Even though we can see that s contains a Point(3, 5), we cannot find it in the set. The reason becomes clear when we try the following:

In [None]:
p = Point(3, 5)
q = Point(3, 5)
print(p == q)

In [None]:
print(hash(p))
print(hash(q))

Even though two points have the same coordinates, Python does not consider them equal, and they have different hash codes—so there is no way that the set could find the entry.

### Implementing `__eq__`

In [None]:
class Point():
  def __init__(self, x, y):
    self.x = x
    self.y = y

  def __repr__(self):
    return "Point(%s, %s)" % (self.x, self.y)

  def __eq__(self, rhs):
    return self.x == rhs.x and self.y == rhs.y

In [None]:
p = Point(3, 5)
q = Point(3, 5)
print(p == q)

In [None]:
s = set()
s.add(Point(3, 5))

Python can now determine that the two points are equal—but it tells us that Point objects cannot be used in a hash table. In fact, it’s the hash function that no longer works:

In [None]:
print(hash(p))

The Python interpreter will not use its default implementation of the hash function for objects with an equality operator. Why not? Because the hash code of equal objects needs to be the same, and Python has no way to ensure this.

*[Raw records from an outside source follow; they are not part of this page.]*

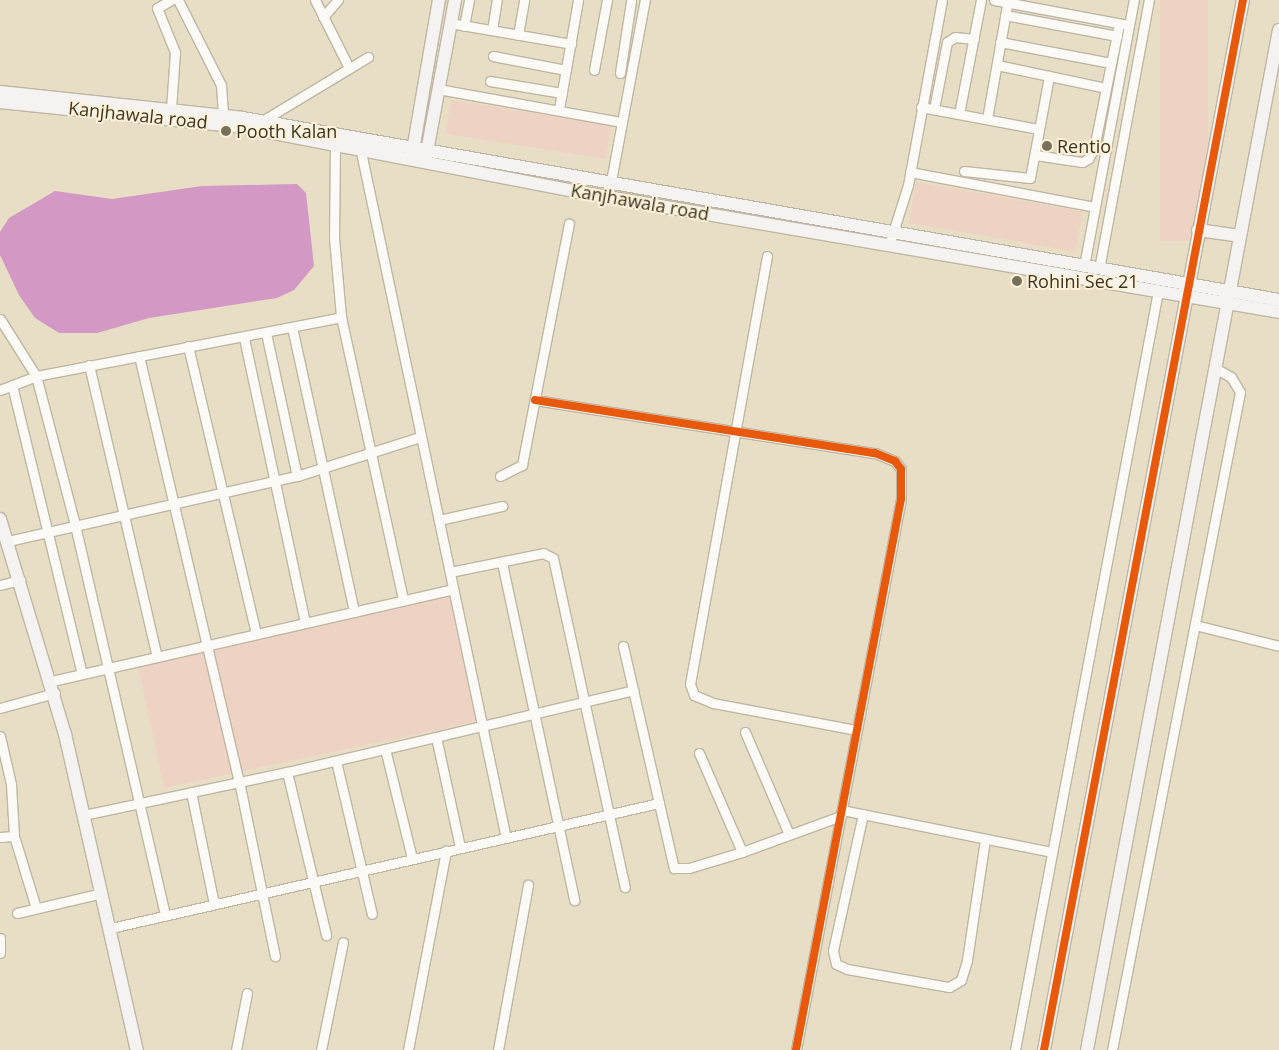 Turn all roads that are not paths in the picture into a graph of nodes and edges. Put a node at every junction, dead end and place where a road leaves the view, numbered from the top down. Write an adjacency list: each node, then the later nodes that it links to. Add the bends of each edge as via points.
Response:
1 (171, 0): 51 (street, via 157,11 175,52)
2 (178, 0): 55 (street, via 221,85)
3 (315, 0): 23 (street)
4 (338, 0): 23 (street)
5 (439, 0): 62 (street)
6 (455, 0): 24 (street)
7 (469, 0): 26 (street)
8 (497, 0): 28 (street)
9 (524, 0): 30 (street)
10 (578, 0): 34 (street)
11 (607, 0): 41 (street)
12 (628, 0): 20 (street); 42 (street)
13 (942, 0): 50 (street)
14 (981, 0): 32 (street)
15 (994, 0): 19 (street)
16 (1134, 0): 27 (street)
17 (1149, 0): 76 (street)
18 (1243, 0): 71 (street)
19 (1008, 1): 21 (street); 22 (street)
20 (645, 2): 58 (street)
21 (1043, 5): 25 (street)
22 (1005, 15): 31 (street); 33 (street)
23 (323, 17): 39 (street)
24 (450, 24): 26 (street); 46 (street)
25 (1119, 24): 27 (street); 31 (street)
26 (464, 26): 28 (street)
27 (1129, 26): 69 (street)
28 (492, 30): 30 (street)
29 (1279, 30): 72 (street)
30 (518, 35): 34 (street)
31 (1116, 36): 37 (street)
32 (974, 38): 53 (street, via 955,37 948,42); 54 (street)
33 (1000, 42): 37 (street); 38 (street)
34 (571, 44): 40 (street)
35 (493, 56): 40 (street)
36 (368, 57): 39 (street)
37 (1111, 63): 45 (street)
38 (997, 65): 43 (street); 56 (street)
39 (349, 68): 57 (street)
40 (566, 70): 48 (street)
41 (594, 70)
42 (620, 73)
43 (1048, 76): 45 (street); 59 (street)
44 (490, 80): 48 (street)
45 (1106, 88): 63 (street, via 1088,159 1082,162)
46 (438, 89): 52 (street); 64 (street)
47 (0, 92): 51 (street, Kanjhawala road)
48 (562, 93): 52 (street)
49 (0, 102): 60 (street, Kanjhawala road, via 242,127)
50 (921, 107): 53 (street); 66 (street)
51 (171, 109): 55 (street, Kanjhawala road)
52 (559, 109): 58 (street)
53 (934, 109): 54 (street)
54 (959, 114): 56 (street)
55 (224, 116): 57 (street, Kanjhawala road)
56 (987, 119): 59 (street)
57 (262, 121): 62 (street, Kanjhawala road)
58 (622, 122): 67 (street)
59 (1039, 129): 63 (street)
60 (335, 146): 61 (street, Kanjhawala road); 82 (street, via 334,238)
61 (361, 152): 62 (street, Kanjhawala road); 96 (street)
62 (412, 154): 64 (street, Kanjhawala road)
63 (1034, 155): 65 (street, via 1027,180)
64 (426, 157): 67 (street, Kanjhawala road); 68 (street, Kanjhawala road)
65 (964, 171)
66 (910, 172): 69 (street); 73 (street)
67 (611, 183): 68 (street); 73 (street, Kanjhawala road)
68 (608, 197): 73 (street, Kanjhawala road)
69 (1095, 207): 75 (street)
70 (569, 224): 94 (street)
71 (1198, 230): 72 (street); 77 (street)
72 (1240, 236): 79 (street)
73 (891, 239): 75 (street, Kanjhawala road); 78 (street, Kanjhawala road)
74 (767, 256): 95 (street)
75 (1084, 266): 76 (street, Kanjhawala road)
76 (1099, 269): 77 (street, Kanjhawala road)
77 (1186, 290): 78 (street, Kanjhawala road); 79 (street, Kanjhawala road); 187 (street)
78 (1158, 292): 159 (street)
79 (1229, 297): 80 (street, Kanjhawala road); 81 (street, Kanjhawala road); 90 (street)
80 (1279, 300)
81 (1279, 312)
82 (341, 317): 84 (street); 97 (street)
83 (0, 319): 91 (street)
84 (292, 327): 85 (street); 98 (street)
85 (266, 333): 86 (street); 99 (street)
86 (244, 338): 87 (street); 101 (street)
87 (188, 346): 88 (street); 102 (street)
88 (139, 356): 89 (street); 103 (street)
89 (88, 365): 91 (street); 105 (street)
90 (1215, 368): 119 (street, via 1231,377 1240,392); 188 (street)
91 (36, 376): 92 (street); 108 (street)
92 (12, 385): 93 (street); 109 (street)
93 (0, 390)
94 (535, 400): 95 (street); 100 (street, via 521,467)
95 (736, 433): 133 (street, via 691,665 692,691 698,699 714,703); 133 (street, via 875,454 895,461 901,469 901,499)
96 (420, 437): 97 (street); 107 (street)
97 (372, 452): 98 (street); 116 (street)
98 (323, 469): 99 (street); 117 (street)
99 (297, 476): 101 (street)
100 (500, 476)
101 (274, 481): 102 (street); 118 (street)
102 (223, 491): 103 (street); 120 (street)
103 (173, 503): 105 (street); 121 (street)
104 (502, 506): 107 (street)
105 (123, 514): 108 (street); 124 (street)
106 (0, 519): 110 (street)
107 (439, 520): 112 (street)
108 (75, 525): 109 (street); 125 (street)
109 (45, 532): 110 (street); 126 (street)
110 (8, 541): 113 (street)
111 (502, 563): 112 (street); 129 (street, via 543,553 552,558); 131 (street)
112 (450, 572): 115 (street)
113 (20, 580): 114 (street); 127 (street)
114 (0, 585)
115 (453, 589): 116 (street); 132 (street)
116 (403, 600): 117 (street)
117 (354, 612): 118 (street)
118 (305, 623): 120 (street)
119 (1195, 625): 123 (street); 189 (street)
120 (256, 634): 121 (street)
121 (207, 646): 124 (street); 142 (street)
122 (623, 646): 128 (street)
123 (1279, 646)
124 (157, 657): 125 (street)
125 (108, 668): 126 (street); 144 (street)
126 (82, 674): 127 (street)
127 (53, 687): 130 (street); 148 (street)
128 (633, 690): 129 (street); 145 (street)
129 (582, 702): 131 (street); 149 (street)
130 (0, 708)
131 (532, 714): 132 (street); 150 (street)
132 (483, 726): 136 (street); 154 (street)
133 (856, 730): 146 (street)
134 (745, 732): 151 (street)
135 (0, 736): 137 (street)
136 (436, 737): 138 (street); 156 (street)
137 (1, 747): 152 (street)
138 (385, 749): 140 (street); 160 (street)
139 (699, 753): 158 (street)
140 (336, 760): 141 (street); 161 (street)
141 (287, 772): 142 (street); 162 (street)
142 (239, 781): 143 (street); 166 (street)
143 (191, 792): 144 (street); 168 (street)
144 (138, 803): 148 (street); 172 (street)
145 (659, 804): 149 (street); 158 (street, via 674,868 689,868)
146 (841, 813): 147 (street); 151 (street); 185 (street)
147 (863, 814): 155 (street); 155 (street, via 833,951 834,961 847,969 949,987 961,980 967,960)
148 (84, 815): 165 (street)
149 (606, 815): 150 (street); 164 (street)
150 (559, 826): 154 (street); 167 (street)
151 (789, 834): 158 (street)
152 (14, 836): 153 (street); 169 (street)
153 (0, 837)
154 (506, 838): 156 (street)
155 (985, 838): 159 (street)
156 (460, 847): 157 (street)
157 (446, 850): 160 (street); 183 (street)
158 (742, 852)
159 (1052, 852): 186 (street)
160 (412, 858): 161 (street)
161 (361, 870): 162 (street); 171 (street)
162 (312, 881): 166 (street); 174 (street)
163 (528, 885): 184 (street)
164 (625, 888)
165 (102, 893): 169 (street); 173 (street)
166 (263, 893): 168 (street); 178 (street)
167 (574, 900)
168 (214, 904): 172 (street)
169 (36, 908): 170 (street)
170 (17, 913)
171 (372, 914)
172 (165, 916): 173 (street)
173 (111, 928): 180 (street)
174 (326, 935)
175 (0, 938): 177 (street)
176 (342, 942): 182 (street)
177 (0, 953)
178 (275, 956)
179 (246, 993): 181 (street)
180 (137, 1050)
181 (236, 1050)
182 (321, 1050)
183 (408, 1050)
184 (498, 1050)
185 (796, 1050)
186 (1015, 1050)
187 (1044, 1050)
188 (1086, 1050)
189 (1112, 1050)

### Implementing `__hash__`

In [None]:
class Point():
  def __init__(self, x, y):
    self.x = x
    self.y = y

  def __repr__(self):
    return "Point(%s, %s)" % (self.x, self.y)

  def __eq__(self, rhs):
    return self.x == rhs.x and self.y == rhs.y

  def __hash__(self):
    return hash((self.x, self.y))

In [None]:
s = set()
s.add(Point(3, 5))
print(s)
print(Point(3, 5) in s)

The lesson is: hash tables require that keys satisfy the following “contract”

### Mutable keys

In [None]:
p = Point(3, 5)
s = set()
s.add(p)
print(s)

**WWPP**

In [None]:
p.y = 9
print(s)
print(Point(3, 9) in s)
print(Point(3, 5) in s)

Even though s clearly contains Point(3,9), the set cannot find it. The reason is that p’s hash code has changed after it was added to the hash table, so p is simply in the wrong slot of the hash table!

The lesson here: Never modify keys after they were added to a hash table.
In fact, I would go further and recommend: Never use mutable objects as keys in a hash table. This is yet another example why immutable objects make programming safer and easier.

Python encourages this idea: Python lists and Python sets are themselves not hashable. You cannot put a Python list, or a Python set into a set! What you can do instead is to use a tuple or a frozenset. These objects are hashable, and can be used as keys in a map or as elements of a set.

In [None]:
d[[1, 2, 3]] = 5  # not allowed!